Gary Marcus vs Cortical Uniformity
Background / context
I wrote about cortical uniformity last year in Human Instincts, Symbol Grounding, and the Blank Slate Neocortex. (Other lesswrong discussion includes Alex Zhu recently and Jacob Cannell in 2015.) Here was my description (lightly edited, and omitting several footnotes that were in the original):
Instead of saying that the human brain has a vision processing algorithm, motor control algorithm, language algorithm, planning algorithm, and so on, in “Common Cortical Algorithm” (CCA) theory we say that (to a first approximation) we have a massive amount of “general-purpose neocortical tissue”, and if you dump visual information into that tissue, it does visual processing, and if you connect that tissue to motor control pathways, it does motor control, etc.

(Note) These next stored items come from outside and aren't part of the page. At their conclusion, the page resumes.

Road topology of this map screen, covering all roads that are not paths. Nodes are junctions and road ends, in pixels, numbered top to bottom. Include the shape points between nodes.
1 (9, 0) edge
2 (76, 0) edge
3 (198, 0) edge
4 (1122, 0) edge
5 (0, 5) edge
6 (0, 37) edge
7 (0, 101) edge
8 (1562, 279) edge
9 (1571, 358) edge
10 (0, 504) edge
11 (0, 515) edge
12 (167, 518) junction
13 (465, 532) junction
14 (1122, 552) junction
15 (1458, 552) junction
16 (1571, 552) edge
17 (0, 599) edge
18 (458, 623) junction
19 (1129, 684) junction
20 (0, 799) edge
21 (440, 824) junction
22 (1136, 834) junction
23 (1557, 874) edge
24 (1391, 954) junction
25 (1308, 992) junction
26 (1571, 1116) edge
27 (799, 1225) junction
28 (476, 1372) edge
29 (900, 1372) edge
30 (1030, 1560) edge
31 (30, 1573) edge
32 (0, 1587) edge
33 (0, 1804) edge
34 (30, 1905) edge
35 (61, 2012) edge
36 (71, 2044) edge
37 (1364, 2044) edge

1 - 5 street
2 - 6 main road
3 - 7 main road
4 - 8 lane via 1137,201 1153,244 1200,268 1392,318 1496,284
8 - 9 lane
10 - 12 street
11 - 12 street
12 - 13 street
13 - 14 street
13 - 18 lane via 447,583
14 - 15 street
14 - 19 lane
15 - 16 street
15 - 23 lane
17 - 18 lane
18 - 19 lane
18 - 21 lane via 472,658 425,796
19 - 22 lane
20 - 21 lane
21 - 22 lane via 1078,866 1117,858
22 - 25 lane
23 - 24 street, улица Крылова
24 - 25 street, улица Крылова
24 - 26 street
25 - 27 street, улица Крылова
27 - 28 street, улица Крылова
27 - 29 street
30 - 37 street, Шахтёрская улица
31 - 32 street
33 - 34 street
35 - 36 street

CCA theory, as I’m using the term, is a simplified model. There are almost definitely a couple caveats to it:
There are sorta “hyperparameters” on the generic learning algorithm which seem to be set differently in different parts of the neocortex. For example, some areas of the cortex have higher or lower density of particular neuron types. There are other examples too. I don’t think this significantly undermines the usefulness or correctness of CCA theory, as long as these changes really are akin to hyperparameters, as opposed to specifying fundamentally different algorithms. So my reading of the evidence is that if you put, say, motor nerves coming out of visual cortex tissue, the tissue could do motor control, but it wouldn’t do it quite as well as the motor cortex does.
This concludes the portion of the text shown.